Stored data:
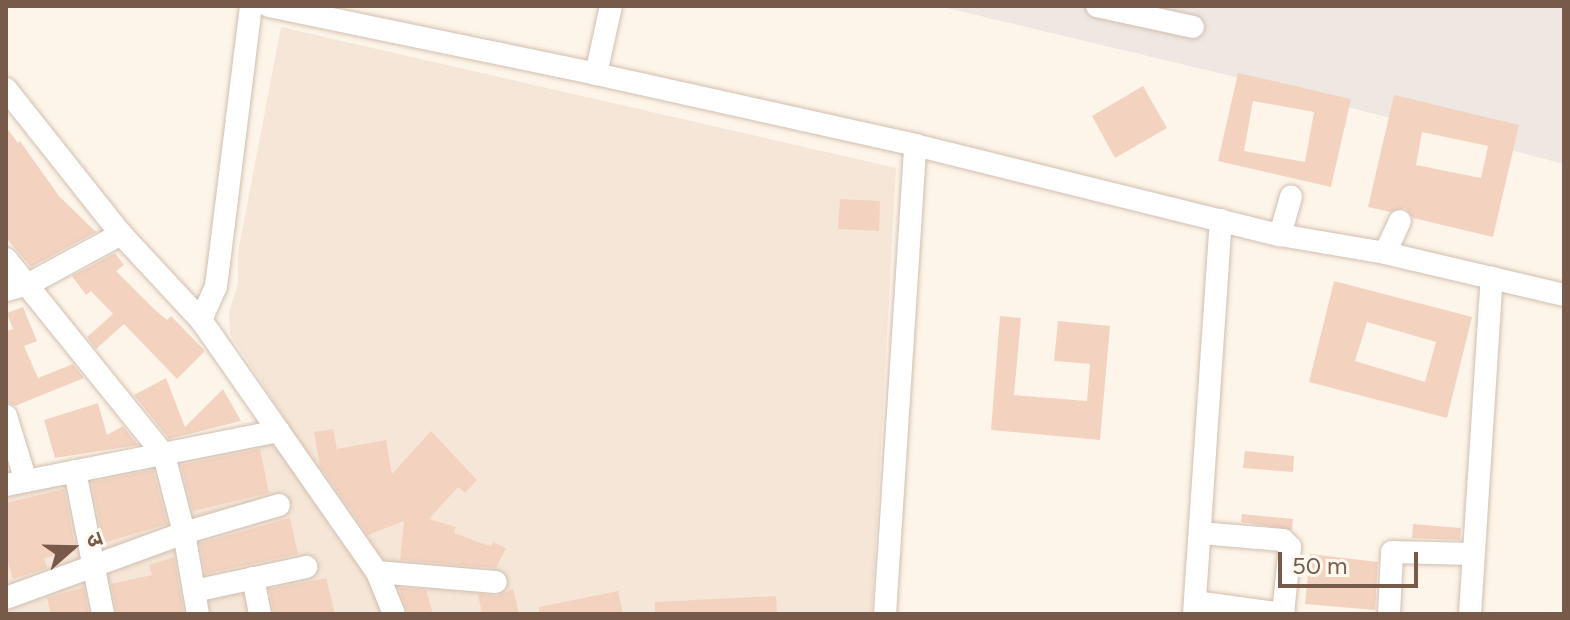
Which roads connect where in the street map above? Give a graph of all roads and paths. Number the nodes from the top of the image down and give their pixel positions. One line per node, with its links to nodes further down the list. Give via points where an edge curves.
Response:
1 (251, 6): 20 (street, via 216,287)
2 (269, 6): 6 (street)
3 (611, 6): 6 (street)
4 (1097, 6): 5 (street)
5 (1193, 27)
6 (596, 74): 8 (street)
7 (6, 89): 12 (street)
8 (915, 145): 10 (street); 42 (street)
9 (1291, 197): 13 (street)
10 (1221, 220): 13 (street); 28 (street)
11 (1400, 221): 14 (street)
12 (121, 234): 17 (street); 20 (street)
13 (1280, 235): 14 (street)
14 (1385, 253): 16 (street)
15 (6, 259): 17 (street)
16 (1492, 278): 19 (street); 29 (street)
17 (29, 284): 18 (street); 23 (street)
18 (6, 290)
19 (1564, 295)
20 (201, 320): 22 (street)
21 (6, 416): 25 (street)
22 (279, 431): 23 (street); 32 (street)
23 (164, 455): 24 (street); 27 (street)
24 (75, 471): 25 (street); 31 (street)
25 (16, 483)
26 (279, 505): 27 (street)
27 (184, 533): 31 (street); 35 (street)
28 (1200, 533): 37 (street); 43 (street, via 1283,540 1290,547)
29 (1473, 554): 44 (street, via 1392,552); 45 (street)
30 (306, 567): 33 (street)
31 (93, 568): 36 (street); 39 (street)
32 (388, 573): 34 (street); 38 (street)
33 (253, 578): 35 (street); 41 (street)
34 (496, 582)
35 (194, 591): 40 (street)
36 (6, 598)
37 (1195, 608): 43 (street)
38 (390, 610)
39 (103, 614)
40 (198, 614)
41 (260, 614)
42 (885, 614)
43 (1283, 614)
44 (1389, 614)
45 (1470, 614)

WORK INSTRUCTIONS:
The task requires that every line above be transcribed exactly, without the images.

RESULT OF THE TASK:
Which roads connect where in the street map above? Give a graph of all roads and paths. Number the nodes from the top of the image down and give their pixel positions. One line per node, with its links to nodes further down the list. Give via points where an edge curves.
Response:
1 (251, 6): 20 (street, via 216,287)
2 (269, 6): 6 (street)
3 (611, 6): 6 (street)
4 (1097, 6): 5 (street)
5 (1193, 27)
6 (596, 74): 8 (street)
7 (6, 89): 12 (street)
8 (915, 145): 10 (street); 42 (street)
9 (1291, 197): 13 (street)
10 (1221, 220): 13 (street); 28 (street)
11 (1400, 221): 14 (street)
12 (121, 234): 17 (street); 20 (street)
13 (1280, 235): 14 (street)
14 (1385, 253): 16 (street)
15 (6, 259): 17 (street)
16 (1492, 278): 19 (street); 29 (street)
17 (29, 284): 18 (street); 23 (street)
18 (6, 290)
19 (1564, 295)
20 (201, 320): 22 (street)
21 (6, 416): 25 (street)
22 (279, 431): 23 (street); 32 (street)
23 (164, 455): 24 (street); 27 (street)
24 (75, 471): 25 (street); 31 (street)
25 (16, 483)
26 (279, 505): 27 (street)
27 (184, 533): 31 (street); 35 (street)
28 (1200, 533): 37 (street); 43 (street, via 1283,540 1290,547)
29 (1473, 554): 44 (street, via 1392,552); 45 (street)
30 (306, 567): 33 (street)
31 (93, 568): 36 (street); 39 (street)
32 (388, 573): 34 (street); 38 (street)
33 (253, 578): 35 (street); 41 (street)
34 (496, 582)
35 (194, 591): 40 (street)
36 (6, 598)
37 (1195, 608): 43 (street)
38 (390, 610)
39 (103, 614)
40 (198, 614)
41 (260, 614)
42 (885, 614)
43 (1283, 614)
44 (1389, 614)
45 (1470, 614)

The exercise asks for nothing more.